Former Nominee Dukakis Says 2008 Election Depends on Grassroots Organization

1988 Democratic presidential nominee Michael Dukakis.
   In wide-ranging remarks at Saint Mary's College, 1988 Democratic presidential nominee Michael Dukakis lauded both Hillary Clinton and Barack Obama, but stressed his party needs to improve its grassroots-level organization to win the White House in 2008.

"My party - and I include my 1988 campaign - has forgotten how to do grassroots, precinct-based campaigning," Dukakis told more than 200 people at the Soda Center on Feb. 25.

Dukakis, who served three terms as Massachusetts governor in the 1970s and 80s, has served on the Amtrak Board of Directors and taught political science at Northeastern University and UCLA for the past 16 years. He was accompanied at the College by his wife, Kitty, who spoke to a Women's Studies forum earlier in the afternoon.

For the 2008 campaign, the former presidential nominee advocated that the Democratic Party have a local captain in every one of the more than 200,000 national precincts who makes contact with each household in the area - Democratic, Independent and Republican.
"It works - the Obama campaign is showing that," said Dukakis, arguing that on-the-ground canvassing by local supporters has been a major reason Obama has won 11 primary and caucus elections in a row since Super Tuesday on Feb. 5.

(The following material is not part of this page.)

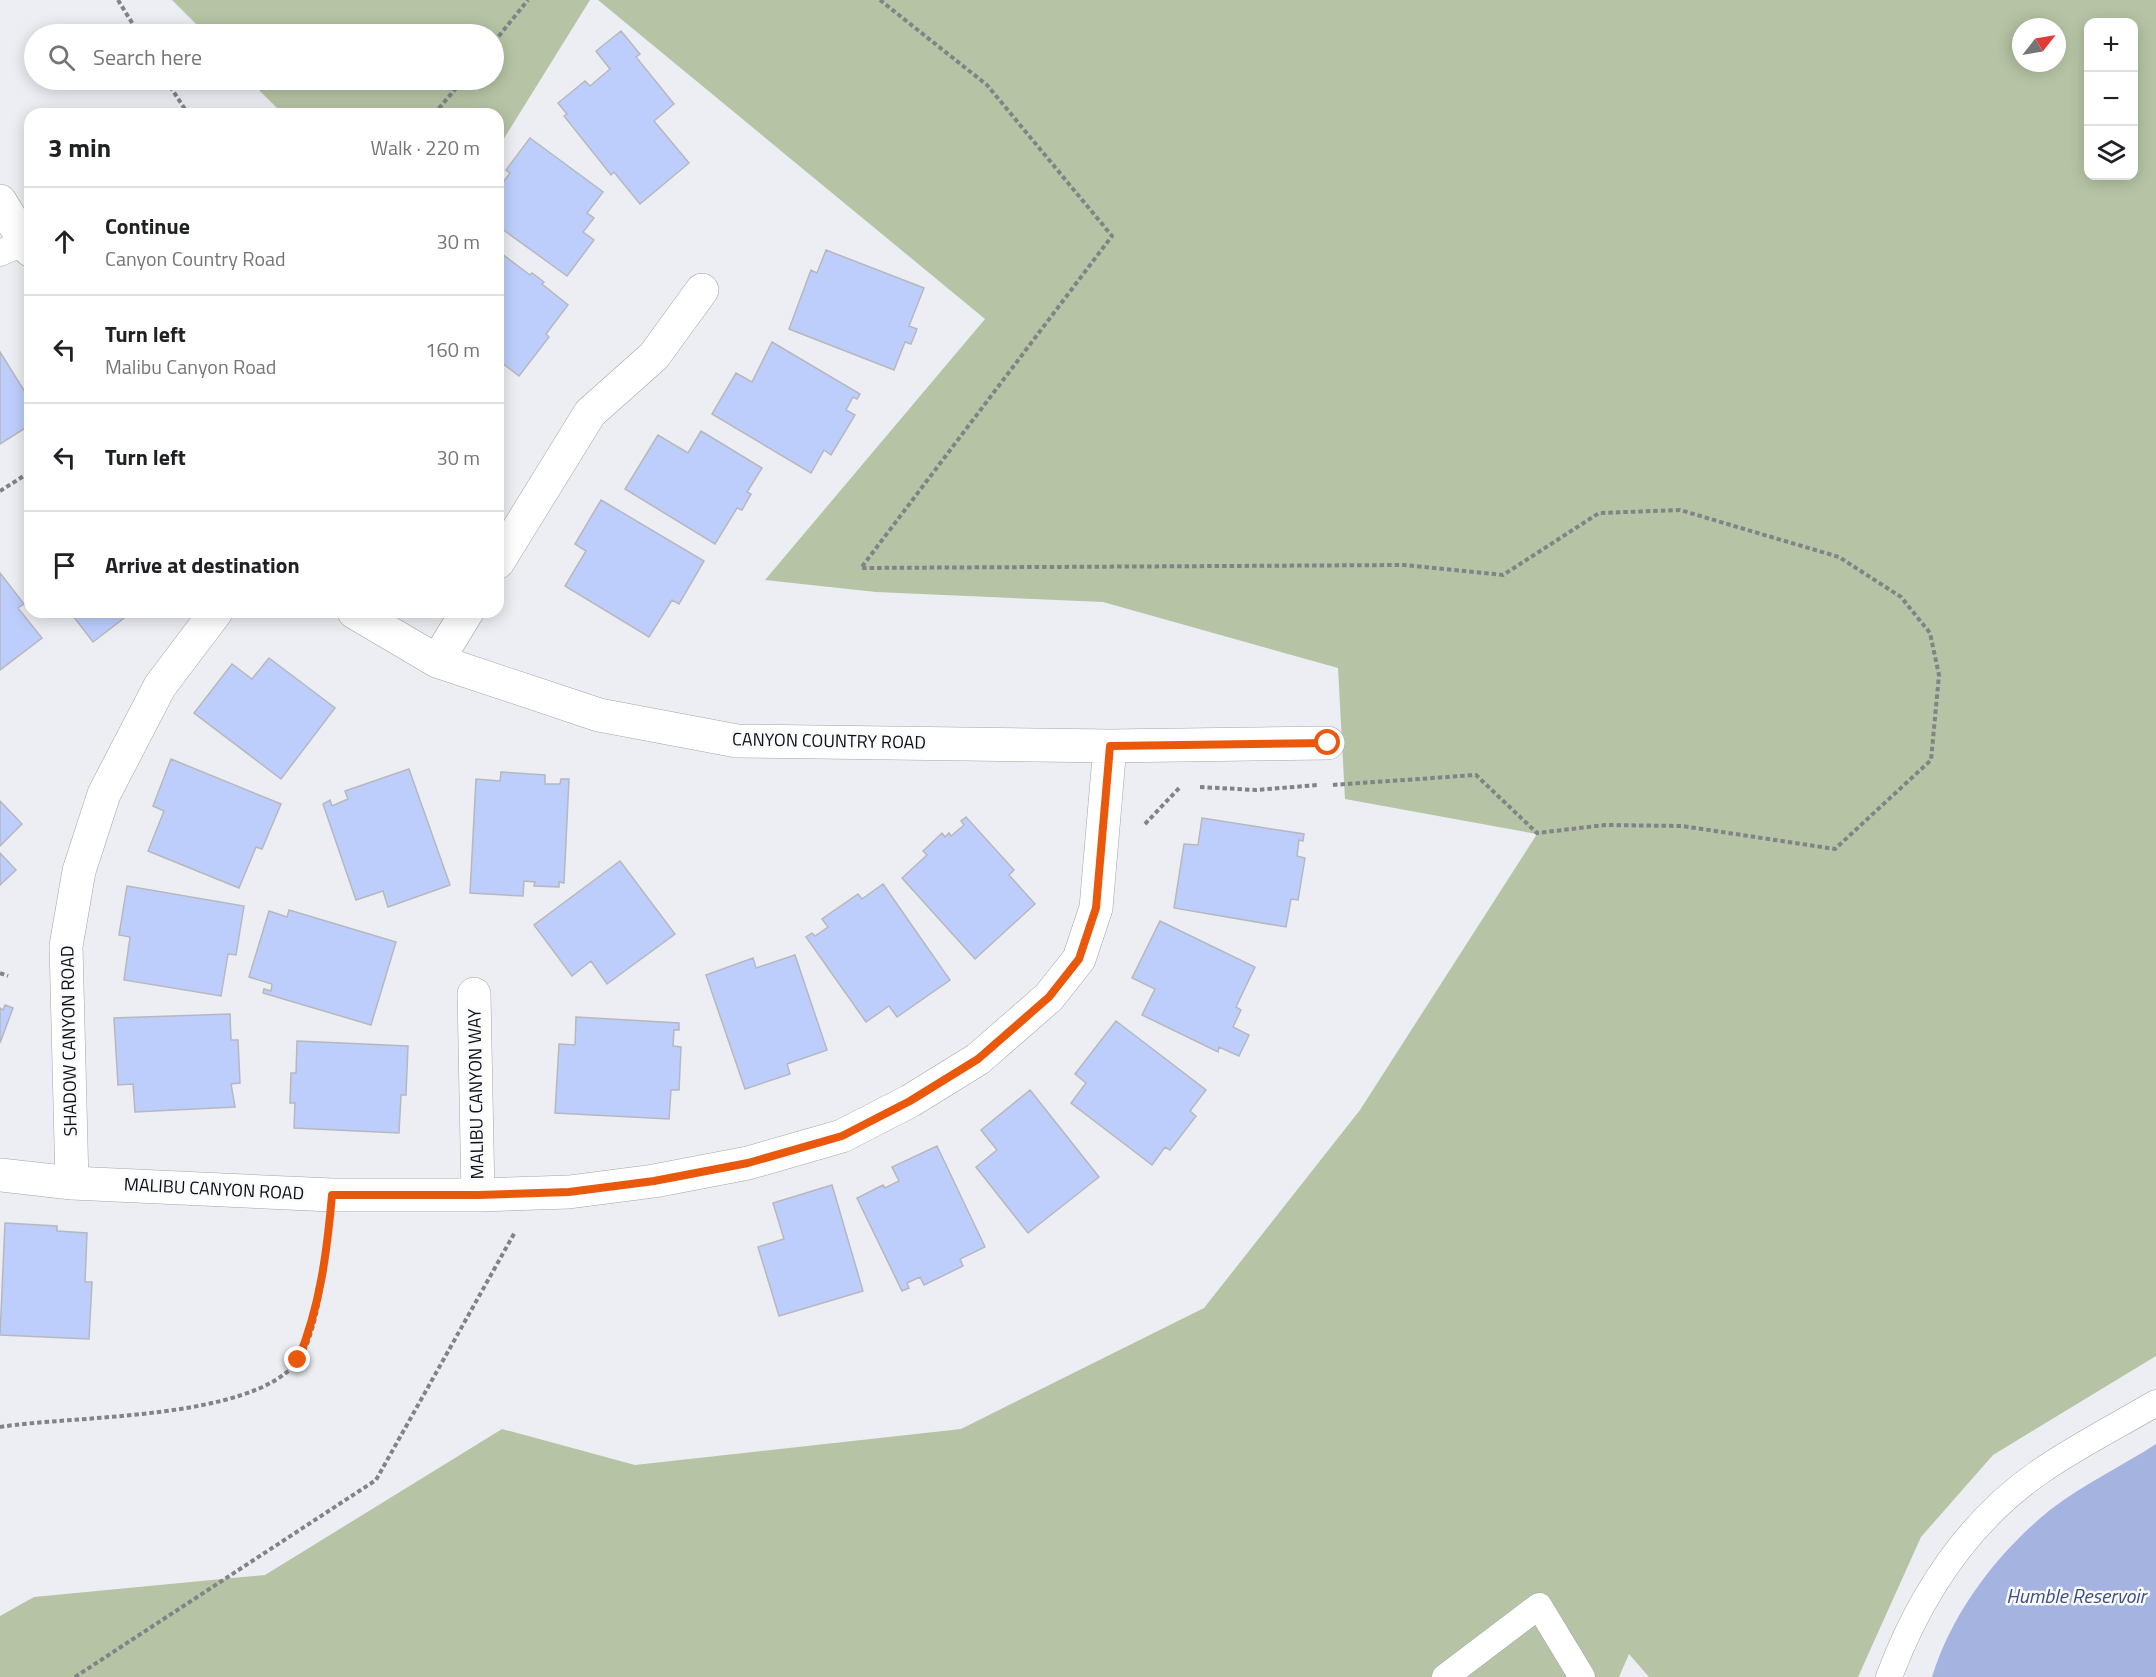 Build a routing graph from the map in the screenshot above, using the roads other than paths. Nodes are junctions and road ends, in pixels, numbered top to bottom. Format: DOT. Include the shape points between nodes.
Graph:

Dukakis, who has not endorsed a candidate in this election, cautioned against the Democrats ceding certain states to Republicans, saying that Democratic governors in places like Colorado, Arizona and Montana demonstrate the political landscape is more fluid that some pundits believe.

"It's not clear why we call Kansas a red state and Democrats concede it to the Republicans, when most people in Kansas are working people who are struggling," he said.

In looking beyond the current campaign, Dukakis called for the abolition of the Electoral College system, which enabled the candidate with fewer popular votes to win the White House in 2000 and almost did so again in 2004.

"We need to get serious about finally giving the American people the right to elect their president," he said, adding that the final stages of the campaign should be more than the candidates "going to Michigan, Ohio, Florida and Missouri" over and over again.

During a panel with students, Dukakis said he noticed more mobilization among young people this election, particularly due to Obama's candidacy.

"We've seen that young people are more involved in community service than before, and I want that to translate into public service," he said, adding "The environment, homelessness and education - those are all political questions."

In assessing the last seven years of Republican control of the White House, Dukakis said the Bush administration has been "the worst national administration ever" - saving his strongest criticism for its performance in international affairs.

"The invasion of Iraq was the dumbest foreign policy decision in American history. Osama bin Laden was not in Iraq."

Saying he was "very concerned" John McCain is continuing the policies of the Bush administration, he warned that either Clinton or Obama would have to overcome harsh Republican attacks similar to the ones he faced in the 1988 election.

"I was burned badly by not responding; John Kerry was burned badly by not responding fast enough (in 2004)," he said. "You've got to respond and put responsibility for these kinds of attacks square in the lap of the Republican nominee from the get-go."